The pressure released from the glottis is quasi-periodic, for this period of time, the pressure can be suitably assumed to follow a sinusoidal function w.r.t. time and accordingly we can write [5]:

$p(x, t)=p(x) e^{j \omega t}$           (2)

where, ejωt represents the sinusoidal dependency with ω being the eigen frequency. Double differentiating (2) w.r.t. t, we obtain:

$\frac{\delta^2}{\delta t^2} p(x, t)=-\omega^2 p(x) e^{j \omega t}$            (3)

Putting this value in (1), we obtain:

$p^{\prime \prime}(x)+\frac{A^{\prime}(x)}{A(x)} p^{\prime}(x)+\lambda p(x)=0$             (4)

where, '' represents double differentiation, ' represents single differentiation and $\lambda=\frac{\omega^2}{c}$.

Further (4) can be represented in the following popular form:

$p^{\prime \prime}(x)+\frac{\delta}{d x}(\log A(x)) p^{\prime}(x)+\lambda p(x)=0$         (5)

Figure 3. Standing wave and speech signal equivalence

Let us consider the scenario of the standing pressure wave as shown in Figure 3. The standing wave p(x, t)=p(x)ejωt generated by the glottis reaches the lips after a time gap of Lc. Therefore, at the lips, the standing wave may be expressed as:

$p(x, t)=p(L) e^{j \omega t}$           (6)

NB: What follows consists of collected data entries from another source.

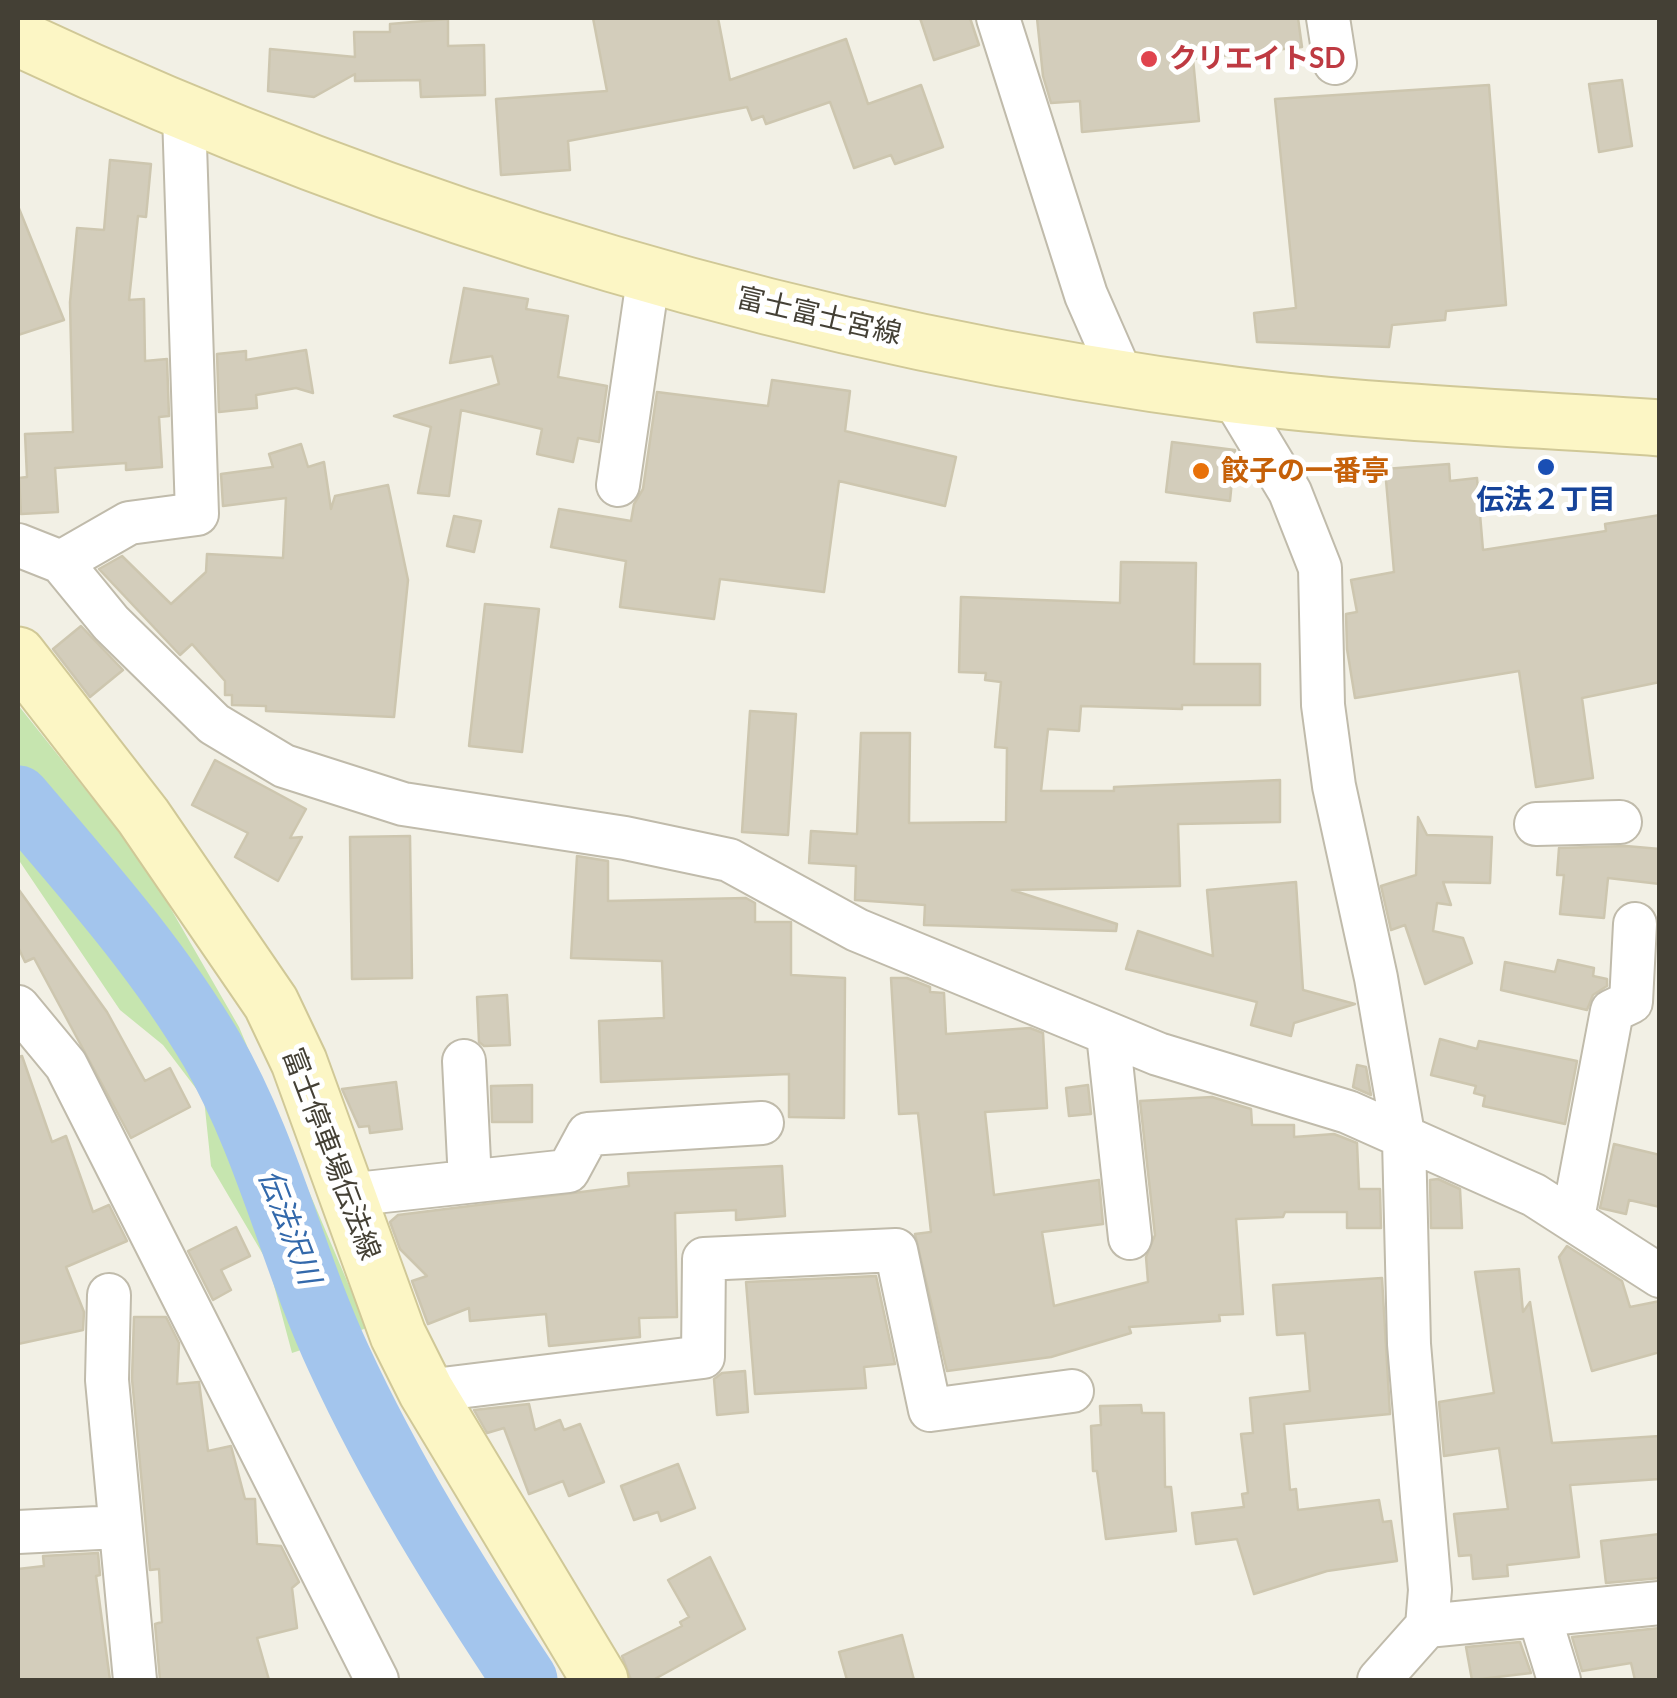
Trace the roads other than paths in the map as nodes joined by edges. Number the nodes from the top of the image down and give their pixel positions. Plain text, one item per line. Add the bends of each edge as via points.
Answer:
1 (998, 18) edge
2 (1328, 18) edge
3 (18, 38) edge
4 (1335, 64) dead end
5 (184, 114) junction
6 (649, 273) junction
7 (1122, 378) junction
8 (1231, 394) junction
9 (1660, 428) edge
10 (618, 486) dead end
11 (18, 545) edge
12 (61, 562) junction
13 (18, 655) edge
14 (1620, 822) dead end
15 (1536, 824) dead end
16 (1635, 924) dead end
17 (18, 1007) edge
18 (1108, 1034) junction
19 (464, 1060) dead end
20 (762, 1124) dead end
21 (1404, 1140) junction
22 (470, 1181) junction
23 (347, 1195) junction
24 (1574, 1218) junction
25 (1130, 1238) dead end
26 (1660, 1276) edge
27 (109, 1294) dead end
28 (426, 1391) junction
29 (1072, 1391) dead end
30 (119, 1527) junction
31 (18, 1532) edge
32 (1660, 1603) edge
33 (1539, 1615) junction
34 (1427, 1626) junction
35 (135, 1680) edge
36 (377, 1680) edge
37 (600, 1680) edge
38 (1380, 1680) edge
39 (1559, 1680) edge

1 - 7 street via 1086,295
2 - 4 street
3 - 5 main road, 富士富士宮線
5 - 6 main road, 富士富士宮線 via 483,225
5 - 12 street via 197,514 129,523
6 - 7 main road, 富士富士宮線 via 819,320
6 - 10 street
7 - 8 main road, 富士富士宮線
8 - 9 main road, 富士富士宮線
8 - 21 street via 1290,492 1320,568 1323,705 1334,786
11 - 12 street
12 - 18 street via 111,624 214,724 284,766 404,804 729,860 858,930
13 - 23 main road, 富士停車場伝法線 via 143,816 271,1003
14 - 15 street
16 - 24 street via 1632,1002 1612,1011
17 - 36 street via 66,1065
18 - 21 street via 1348,1112
18 - 25 street
19 - 22 street
20 - 22 street via 588,1134 568,1171
21 - 24 street
21 - 34 street
22 - 23 street
23 - 28 main road, 富士停車場伝法線 via 398,1335
24 - 26 street
27 - 30 street via 106,1380
28 - 29 street via 703,1357 704,1260 896,1250 930,1410
28 - 37 main road, 富士停車場伝法線
30 - 31 street
30 - 35 street
32 - 33 street
33 - 34 street
33 - 39 street
34 - 38 street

If the recording instrument is held near the mouth, this waveform given by (6) is recorded by the instrument is the speech signal s(t). Therefore, speech s(t) is the pressure wave p(t) (and not p(x, t), as x is now replaced with L, the length of the vocal tract which is a constant) once p(x)ejωt leaves the lips considering the recording instrument is held near the lips. Since, the walls of the tube are non-yielding, the energy of the wave p(x)ejωt inside the vocal tract must be the same as the energy of the pressure wave p(t) near the recording instrument. Thus, at eigen(resonating) frequency, for a short period of time the pressure wave and the speech signal may be related as given by the following Eq. (7):

$p(x) e^{j \omega t}=r(t) e^{j \omega t}=s(t)$         (7)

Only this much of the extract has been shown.